Date Year Version Author Change details
22nd Sept 2019 0.01 Soumendra Kumar Sahoo Initial draft created
7th Sept 2020 0.02 Soumendra Kumar Sahoo Update log converted to a tabular format

Objective

This document explains to various pipeline flows for training and querying of English to Odia the translation. I have tried to explain the concepts as low level as possible for an amateur technical person.

Important Terms

  • Parallel pairs: English and Odia text pairs with same meaning.
  • Corpus: A Data set with relevant text data
  • Translation: Converting meaning of a text in one language to another language.
  • Transliteration: Converting pronunciation of a text from one language to another.
  • Machine Translation: Automatic Machine learning based translation
  • Phrase: Part of a sentence without any particular meaning.
  • Neural Machine Translation: Deep learning based automatic machine translation.
  • Agent: Bot.
  • Crawler: Move from one website to another website like a Spider.
  • Domain: Business level like Healthcare, IT, Tourism, Religious text, etc.
  • POS tags: Part of speech tags like Noun, Verb etc.
  • NER: Named Entity Recognition like Person, Organization, Place, etc.
  • Parse: Extracting information

The entire pipeline can be divided into two parts:

  1. Ingestion &
  2. Querying

Ingestion

Inserting parallel pairs to create the Machine Learning model. You can checkout the following diagram for the entire flow of the Ingestion pipeline.

Data Collection

This part deals with collecting data from multiple sources. The data can be processed parallel pairs or in raw format. In a high level classification let us divide the process into three parts:

  1. Continuous data collectors or Active Agents &
  2. One time/Batch data collectors
  3. Community generated corpus

1. Active Agents/Bots

Agents means Bots, which will be running continuously 24x7 or a specific period of time to find out prospective parallel pairs. There can be many types of Agents:

  1. News website crawlers
    : Collecting and matching the headlines/content of the News websites across En and Or
  2. Localized website crawlers
    : Websites which are translated into English as well as Odia
  3. Social Media Tweets/Posts across Twitter/Facebook.
    : People posting Tweets/Posts in social media across multiple languages
Process

It may consists of the following steps:

  1. Get a list of prospective
  2. News websites
  3. Localized Websites &
  4. Social media Accounts
  5. Crawl through the content from present to past posts.
  6. Detect Odia text
    We can write an Odia Matra detector
  7. Detect the parallel English text. This can be achieved by:
  8. Matching Dictionary based words
  9. Followed by sentences
  10. Transliteration can help here too to match the Pronouns.

2. Batch data collectors

The cases where we will get the data from a specific location that needs to be accessed for a short time period until we collect the entire data. This may be an one time activity or long source data refresh period. For example:

  1. Wikipedia Dumps
  2. Wikipedia generates En-Or paragraph aligned dumps every week.*
  3. Open sourced repositories/papers describing the location to collect the data

Process

The detecting of the data set is completely manual process. There is no need of automate that also. May be for the Wikipedia dump we can run an Agent in a weekly schedule to get only the incremental data.
The flow will be:

  1. manually detect the data set
  2. Write a Data collector to get the data from the location or manually download the data set from that location.

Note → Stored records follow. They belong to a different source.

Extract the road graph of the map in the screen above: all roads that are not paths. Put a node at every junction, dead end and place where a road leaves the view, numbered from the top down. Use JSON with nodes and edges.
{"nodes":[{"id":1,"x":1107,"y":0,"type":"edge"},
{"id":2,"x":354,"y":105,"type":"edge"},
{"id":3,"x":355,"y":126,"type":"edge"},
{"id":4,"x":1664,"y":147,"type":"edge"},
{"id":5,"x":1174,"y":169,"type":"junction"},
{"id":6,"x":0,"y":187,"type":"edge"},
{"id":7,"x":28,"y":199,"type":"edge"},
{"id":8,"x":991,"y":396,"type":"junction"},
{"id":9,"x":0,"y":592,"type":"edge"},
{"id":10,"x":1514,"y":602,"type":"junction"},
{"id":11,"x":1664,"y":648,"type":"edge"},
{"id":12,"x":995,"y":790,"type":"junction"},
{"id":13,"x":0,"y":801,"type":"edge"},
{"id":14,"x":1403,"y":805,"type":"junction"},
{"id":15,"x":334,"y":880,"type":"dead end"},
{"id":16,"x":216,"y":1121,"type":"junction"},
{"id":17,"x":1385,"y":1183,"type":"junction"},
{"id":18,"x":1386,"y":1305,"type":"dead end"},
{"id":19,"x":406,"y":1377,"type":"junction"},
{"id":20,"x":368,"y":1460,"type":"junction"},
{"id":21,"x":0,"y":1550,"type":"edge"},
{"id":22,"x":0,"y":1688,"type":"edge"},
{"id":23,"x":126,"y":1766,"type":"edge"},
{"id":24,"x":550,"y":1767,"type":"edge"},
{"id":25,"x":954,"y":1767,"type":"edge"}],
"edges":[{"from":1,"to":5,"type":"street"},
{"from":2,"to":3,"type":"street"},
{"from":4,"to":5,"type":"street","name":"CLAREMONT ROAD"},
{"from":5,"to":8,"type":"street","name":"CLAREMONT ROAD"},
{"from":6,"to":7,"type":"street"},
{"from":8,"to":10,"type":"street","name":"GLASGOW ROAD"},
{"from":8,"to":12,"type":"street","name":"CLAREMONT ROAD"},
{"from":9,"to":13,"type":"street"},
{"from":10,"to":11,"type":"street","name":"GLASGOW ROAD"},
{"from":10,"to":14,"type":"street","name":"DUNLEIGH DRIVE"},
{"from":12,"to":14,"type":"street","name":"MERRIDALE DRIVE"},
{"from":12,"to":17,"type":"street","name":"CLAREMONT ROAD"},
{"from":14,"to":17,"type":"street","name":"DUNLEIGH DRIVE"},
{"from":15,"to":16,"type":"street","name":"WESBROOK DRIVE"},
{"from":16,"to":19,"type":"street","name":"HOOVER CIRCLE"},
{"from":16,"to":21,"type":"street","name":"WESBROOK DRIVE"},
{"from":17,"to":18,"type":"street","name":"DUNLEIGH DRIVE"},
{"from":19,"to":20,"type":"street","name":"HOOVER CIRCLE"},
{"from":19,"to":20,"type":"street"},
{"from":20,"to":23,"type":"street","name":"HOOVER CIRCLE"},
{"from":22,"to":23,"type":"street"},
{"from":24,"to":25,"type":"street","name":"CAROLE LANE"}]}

That's it. The Data collector work is done.

3. Community generated corpus

Other than the above two methods of collecting the data. We will need help from the community to manually prepare the data. We may need data in following categories:

  1. Parallel pairs
  2. Parallel pairs with POS tags &
  3. Parallel pairs with Named Entity Recognition (NER) data
  4. Parallel pairs with domain classification

These are not distinct categories. That means Parallel pairs are mandatory to provide. The rest all POS, NER and Domain are optional. If community can provide pairs with all POS, NER and Domain, that data will be treated as pure Gold.
The format to collect the POS, NER and Domain information yet to be decided.

Data Preprocessing

The data we receive in the Collection phase are most likely not in the desired format and needs to be processed with additional metadata information to bring the collections into a standard format. These methods to convert raw data into standard format will happen at this stage.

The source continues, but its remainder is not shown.